***** Supplied information *****

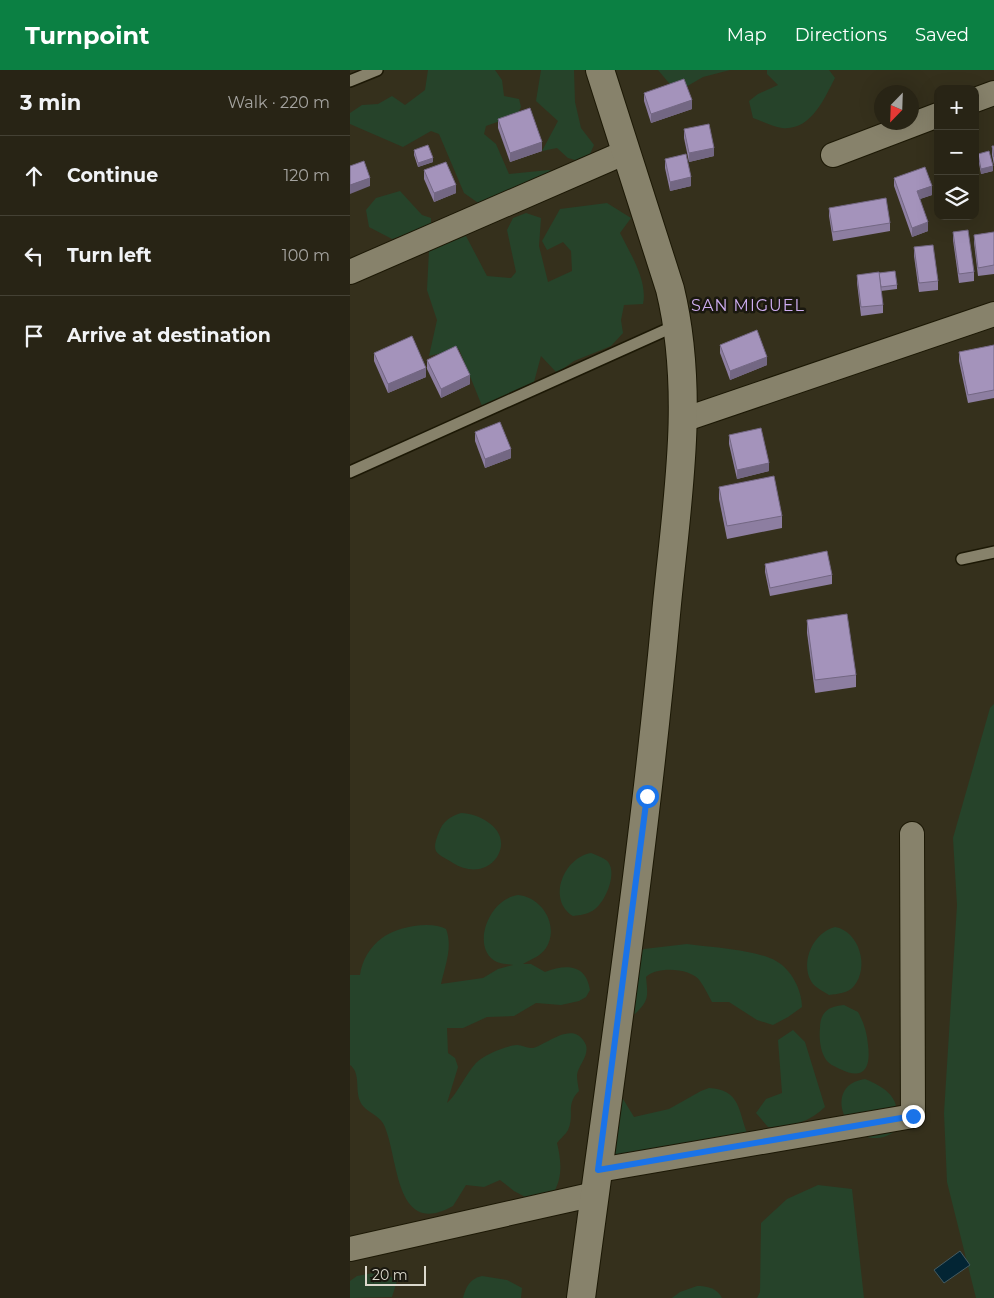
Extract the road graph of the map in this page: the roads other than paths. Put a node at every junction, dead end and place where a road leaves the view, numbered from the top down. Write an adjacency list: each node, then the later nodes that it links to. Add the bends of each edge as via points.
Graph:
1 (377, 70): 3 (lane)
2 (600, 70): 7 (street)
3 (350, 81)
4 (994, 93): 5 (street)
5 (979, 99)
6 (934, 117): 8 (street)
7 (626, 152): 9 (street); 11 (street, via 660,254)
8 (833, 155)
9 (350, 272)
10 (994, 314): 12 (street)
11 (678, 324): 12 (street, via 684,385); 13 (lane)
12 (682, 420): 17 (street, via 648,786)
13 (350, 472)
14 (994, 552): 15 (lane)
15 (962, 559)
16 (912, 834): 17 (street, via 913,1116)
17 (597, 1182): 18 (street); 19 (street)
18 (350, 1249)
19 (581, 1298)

*****
***** Supplied information *****

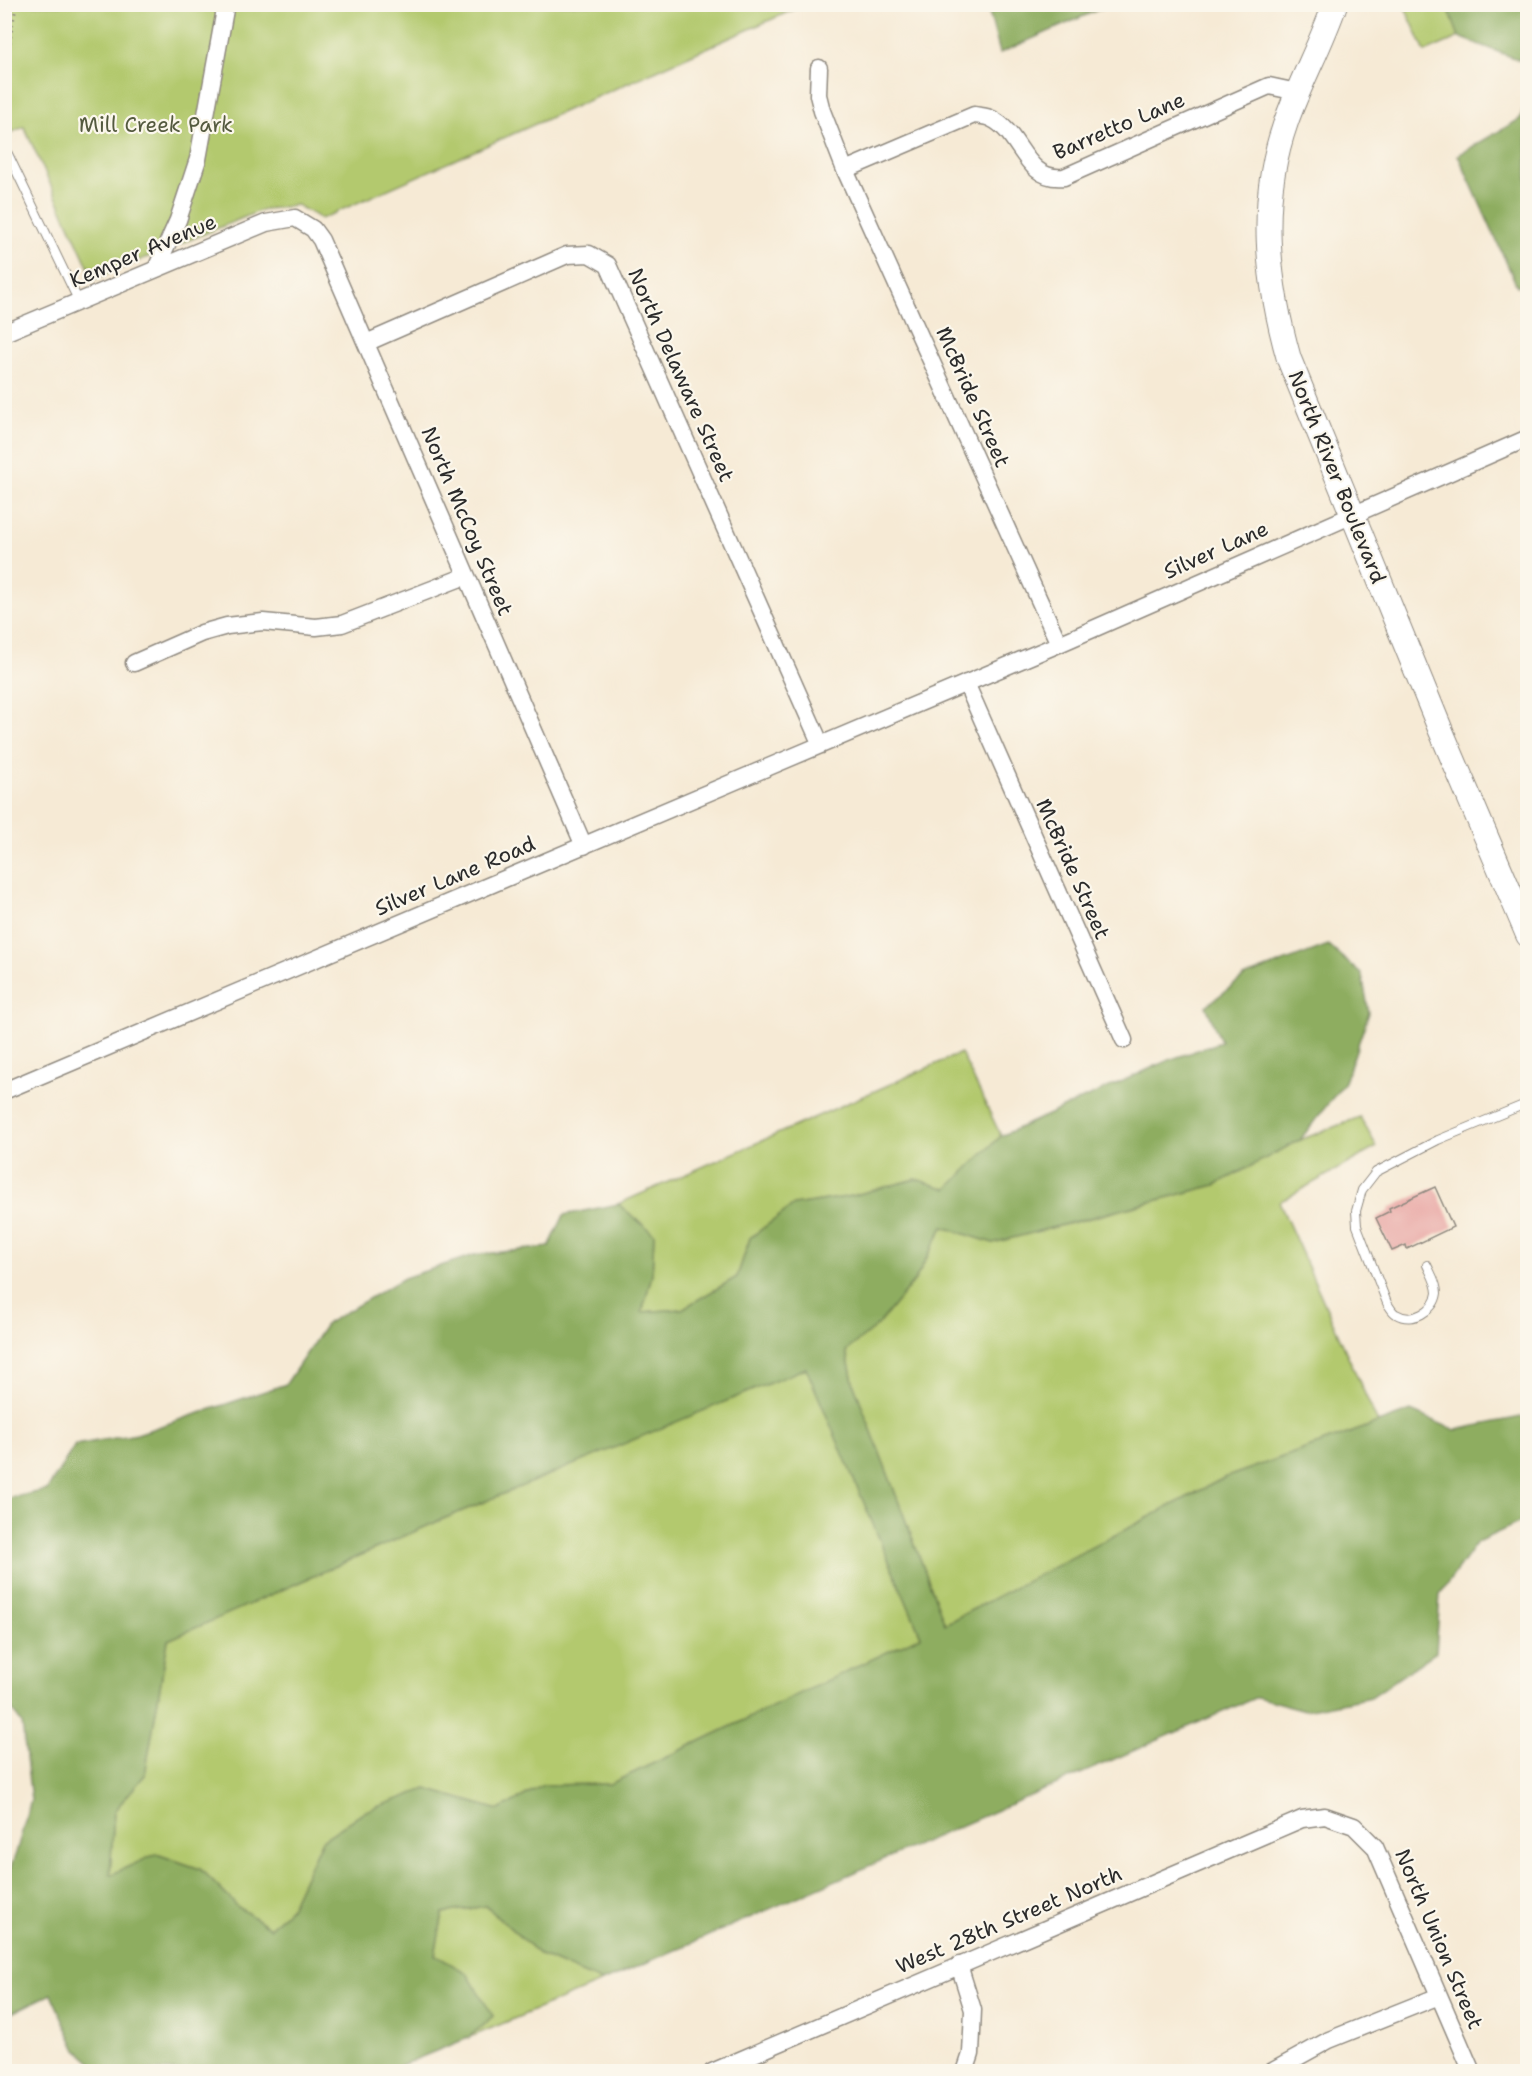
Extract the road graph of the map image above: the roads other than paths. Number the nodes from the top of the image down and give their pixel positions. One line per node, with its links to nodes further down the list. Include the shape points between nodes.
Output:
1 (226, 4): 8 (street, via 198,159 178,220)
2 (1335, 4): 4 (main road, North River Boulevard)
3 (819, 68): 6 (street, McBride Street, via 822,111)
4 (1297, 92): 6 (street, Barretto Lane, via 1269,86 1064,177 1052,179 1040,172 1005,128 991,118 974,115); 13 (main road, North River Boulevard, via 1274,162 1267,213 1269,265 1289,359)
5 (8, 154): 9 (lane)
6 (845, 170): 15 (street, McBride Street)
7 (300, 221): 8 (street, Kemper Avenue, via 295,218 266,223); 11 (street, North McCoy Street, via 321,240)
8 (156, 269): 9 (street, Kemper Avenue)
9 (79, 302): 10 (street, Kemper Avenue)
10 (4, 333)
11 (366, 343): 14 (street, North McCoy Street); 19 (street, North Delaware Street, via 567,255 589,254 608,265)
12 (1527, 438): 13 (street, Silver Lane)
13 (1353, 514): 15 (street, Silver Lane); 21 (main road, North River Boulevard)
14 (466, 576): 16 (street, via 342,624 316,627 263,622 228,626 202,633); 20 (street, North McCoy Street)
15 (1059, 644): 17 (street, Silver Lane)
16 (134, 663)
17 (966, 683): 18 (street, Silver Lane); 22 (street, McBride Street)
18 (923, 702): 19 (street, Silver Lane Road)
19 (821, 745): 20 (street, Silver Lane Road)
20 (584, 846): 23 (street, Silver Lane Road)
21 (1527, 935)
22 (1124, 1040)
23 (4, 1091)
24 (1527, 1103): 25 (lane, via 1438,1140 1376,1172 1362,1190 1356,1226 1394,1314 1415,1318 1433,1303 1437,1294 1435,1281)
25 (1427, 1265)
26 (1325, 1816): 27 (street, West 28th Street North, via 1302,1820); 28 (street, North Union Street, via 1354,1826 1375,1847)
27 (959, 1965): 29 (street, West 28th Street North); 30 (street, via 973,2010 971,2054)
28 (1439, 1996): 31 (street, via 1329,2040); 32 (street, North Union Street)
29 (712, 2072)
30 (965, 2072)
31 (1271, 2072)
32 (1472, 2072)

*****

* **Your assignment**:
Your task is to copy each line of the entries that includes the word "list".

* **Result**:
Extract the road graph of the map in this page: the roads other than paths. Put a node at every junction, dead end and place where a road leaves the view, numbered from the top down. Write an adjacency list: each node, then the later nodes that it links to. Add the bends of each edge as via points.
Extract the road graph of the map image above: the roads other than paths. Number the nodes from the top of the image down and give their pixel positions. One line per node, with its links to nodes further down the list. Include the shape points between nodes.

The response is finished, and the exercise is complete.